Specializes in Management, Wound Care.

With all due respect to the WCS, I think we are missing the rationale for the use of skin prep.

It is NOT utilized for the prevention of decubiti, it is utilized to address one of the risk factors for the development of decubiti; friction.

Feel free to check the link to Dr. Braden's link on protocols associated with Braden Scales. If you do not address the risk factor, you will get tagged (F-314 at a level greater than "Isolated") (quote from a state survey team leader this year, 2011).

This is also the rationale for Granulex; it prevents fricton. http://www.webmd.com/drugs/drug-3729-Granulex+Top.aspx?drugid=3729&drugname=Granulex+Top&source=0&pagenumber=4

Ok, First off. If you are doing an intervention to address one of the risk factors for prevention of a Pressure Ulcer (PU), then it is indeed an intervention for prevention of a PU. So I think we understand what the skin prep is trying to be used for, it's just not logical.
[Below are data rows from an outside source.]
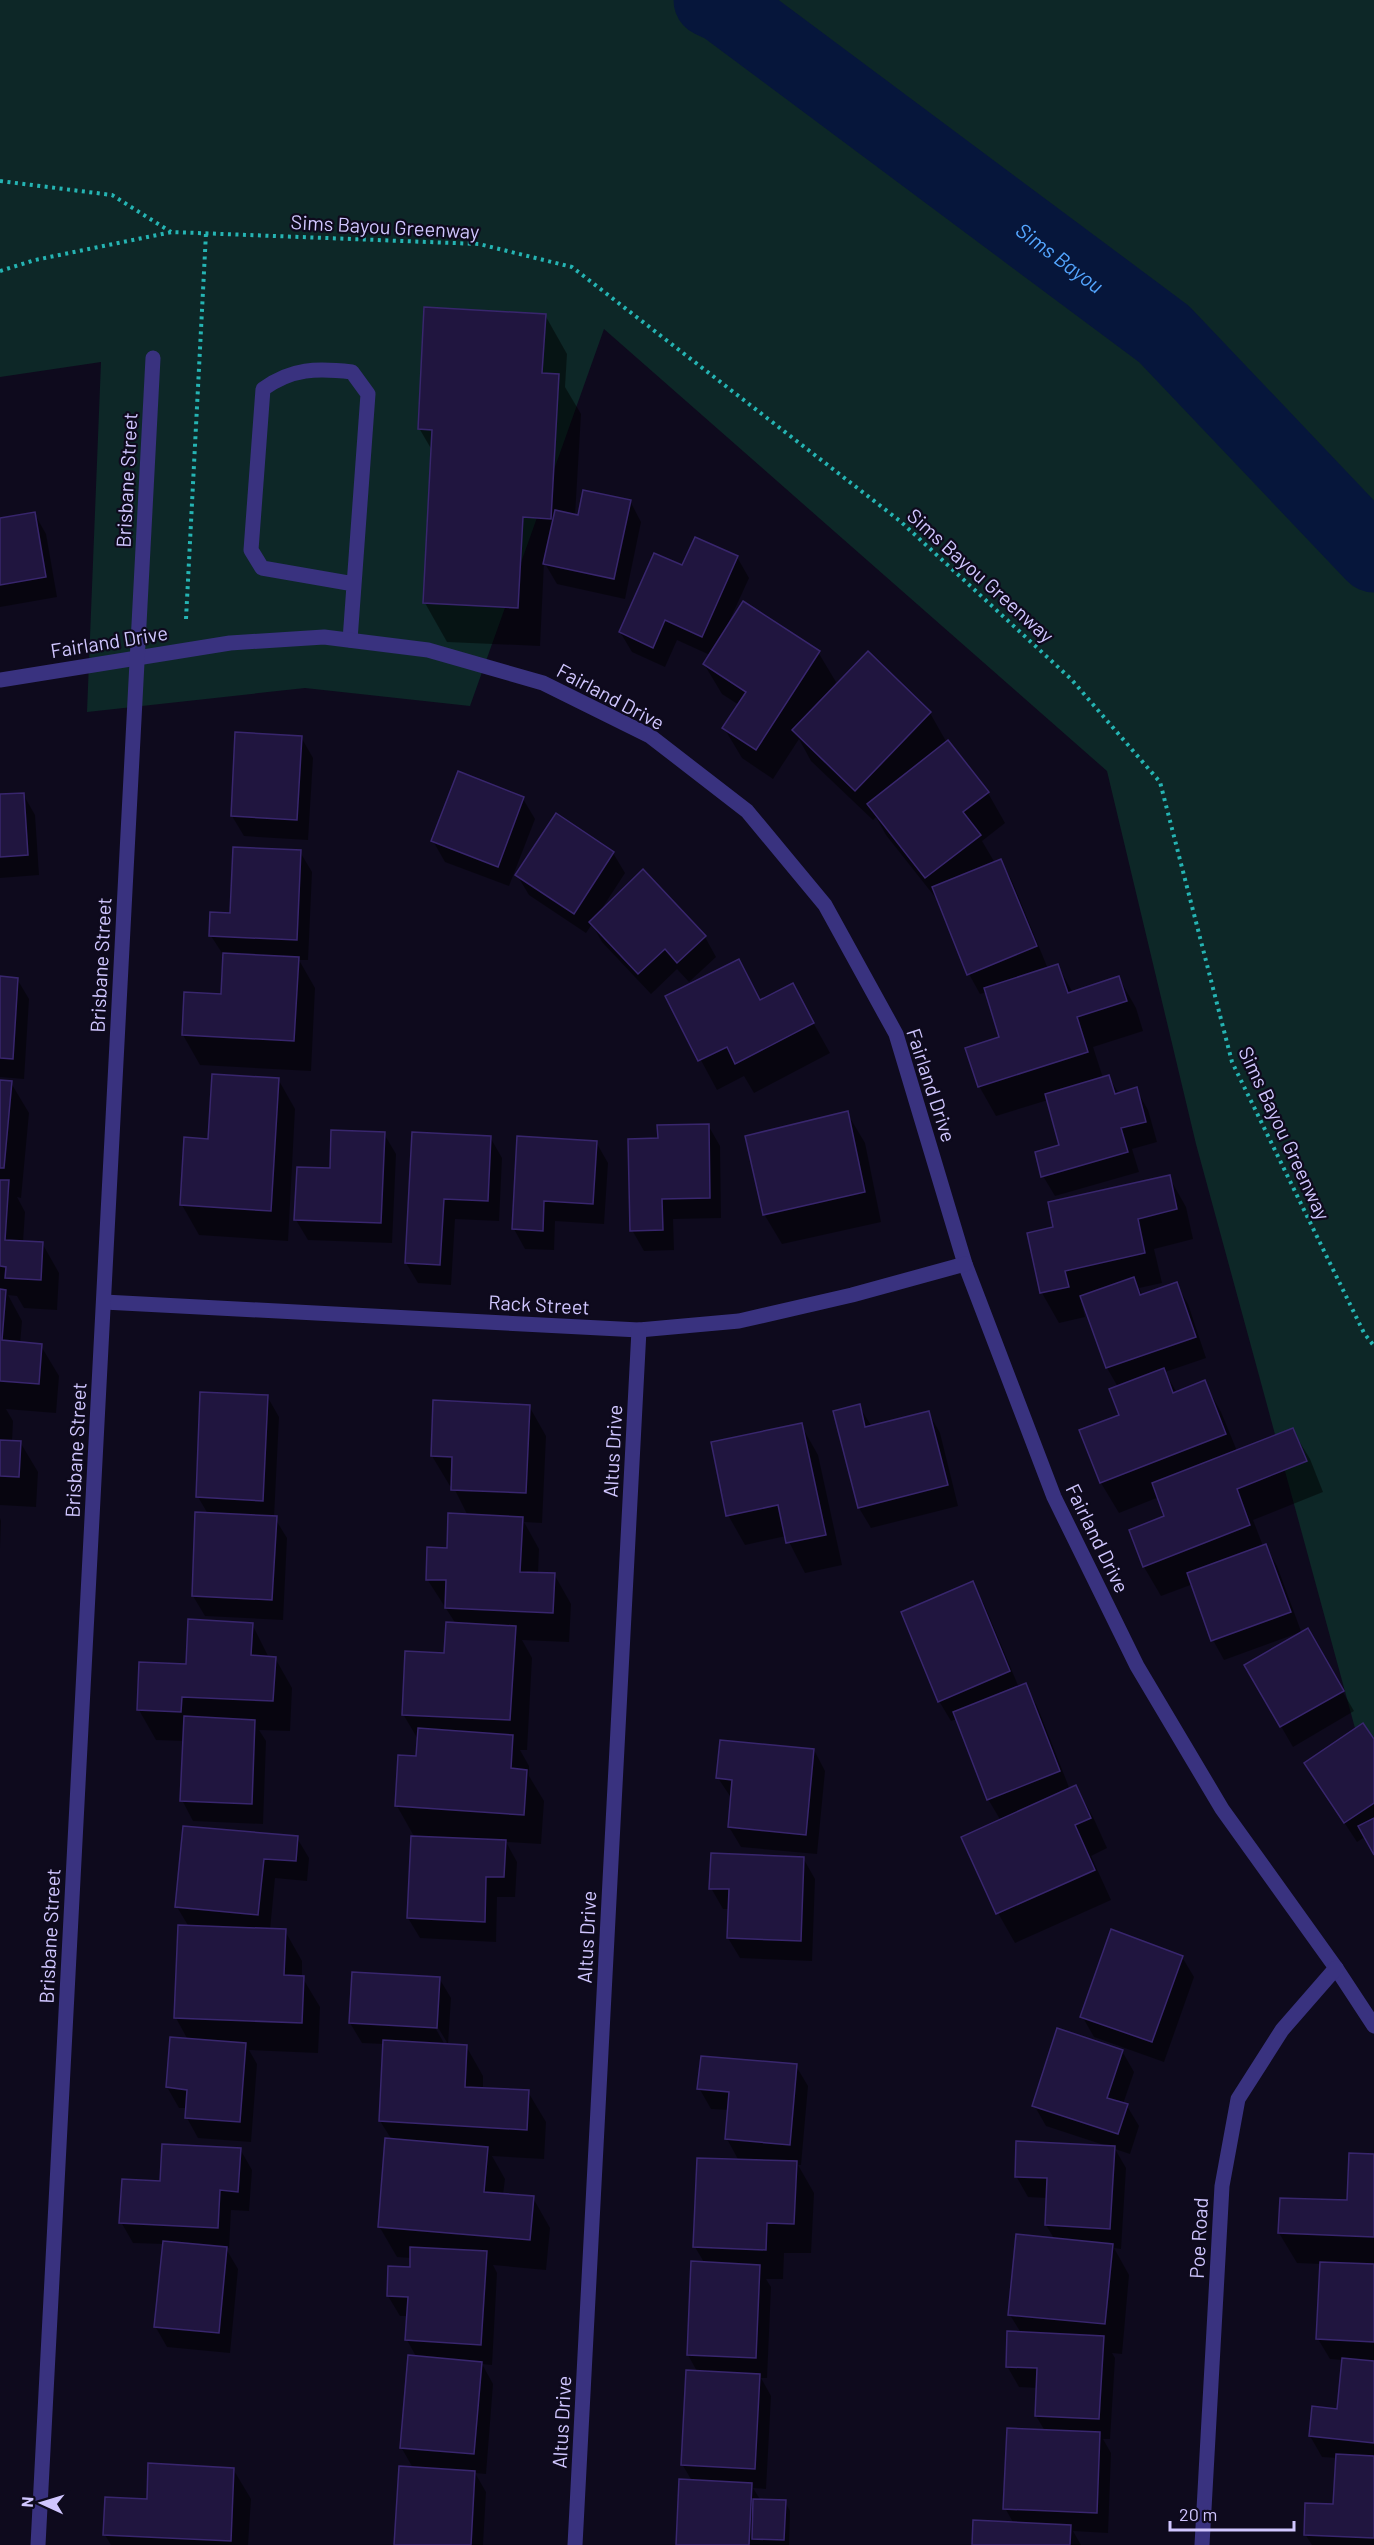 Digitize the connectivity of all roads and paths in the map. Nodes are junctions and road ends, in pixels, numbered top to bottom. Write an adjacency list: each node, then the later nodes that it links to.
1 (0, 181): 2 (path)
2 (172, 232): 3 (path, Sims Bayou Greenway); 4 (path, Sims Bayou Greenway)
3 (206, 233): 7 (path); 14 (path, Sims Bayou Greenway)
4 (0, 271)
5 (153, 358): 9 (street, Brisbane Street)
6 (354, 584): 6 (street); 8 (street)
7 (186, 619)
8 (350, 640): 9 (street, Fairland Drive); 11 (street, Fairland Drive)
9 (138, 658): 10 (street, Fairland Drive); 12 (street, Brisbane Street)
10 (0, 680)
11 (965, 1264): 13 (street, Rack Street); 15 (street, Fairland Drive)
12 (104, 1302): 13 (street, Rack Street); 17 (street, Brisbane Street)
13 (639, 1330): 18 (street, Altus Drive)
14 (1374, 1346)
15 (1336, 1968): 16 (street, Fairland Drive); 19 (street, Poe Road)
16 (1374, 2026)
17 (38, 2545)
18 (575, 2545)
19 (1202, 2545)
I can't find anywhere on the Braden Scale where it says to use skin prep for the prevention on PU's. More over, I can't find it anywhere on the internet either.

Granulux is a product to increase the rate of granulation fill-in or growth. It isn't used as a skin barrier.

The simple fact is that PU's are developed at the Hypodermis, not the Epidermis. You can put anything you want on the Epidermis and it won't prevent a PU. It's all about the Mechanism of Injury; Friction, Shearing or Pressure.

Wound Care is a very difficult and subjective area of medicine, probably the most I think.

If you think about what you are doing and putting on a wound, assessing every dressing change, you to will be successful in allowing wounds to heal. It's no different than giving medication. You shouldn't give a medicine if you don't know what it is, what it does, how it does it and why it does it. Just the same, you shouldn't put a product on a wound if you don't know what it does and what it's for. Read the packet insert, granted, there is a bit of bias on most of them but you will read what the product was manufactured for.

I don't care who orders what, if it needs something different, get your information stright and pass it to whom ever you need to to get the orders changed.

A large amount of physicians today treat wounds at a substandard level for today's Evidence Based Practice. And it's simply because they are not sure what to do about it either.

In sumation I state again; Skin prep for treatment of or prevention of a PU is a Joke.

Al Roberts CWCA

Specializes in Management, Wound Care.

WCS or CWCA? You are entitled to your opinion.

Your argument concerning finding a treatment recommendation on the Braden scale is unfounded and illogical; Braden scale does not offer recommendations. Do you see on the Braden scale where it tells you to utilize NPWT (KCI) on a unstageable with less than 50% slough? Braden makes no recommendations for particular treatments.

We will have to agree to disagree on this one.

Granulex as evidenced by the link provided, is most assuredly utilized as a skin barrier against friction in the case of almost every admission to LTC. Maybe at Suwannee they don't do this, but this is the case in my area, but south of you we have to get this order discontinued upon admission.

I completely agree with you on the subjective nature of wound care, especially when most MDs do not know how to heal a wound. Therefore, evidence-based practice is what we have to fall back on. I have offered my rationales for my decision to utilize skin prep as a barrier to friction, not as a prevention for decubiti. The state, my MDs, medical directors, a RN-CWOC, a RN-CWS as well as a corporate wound care consultant all concur and support the use of skin prep as utilized above.

As far as pressure ulcers starting at the hypodermis; you are absolutely correct and my mentor was one of the first to utilize ultrasound to prove the same, as well as the existence of what we now call suspected deep tissue injuries (sDTI).

In the acute care setting, what do you utilize? As a side note and in all seriousness, why do all my admissions come to me with red mushy heels? Serious question.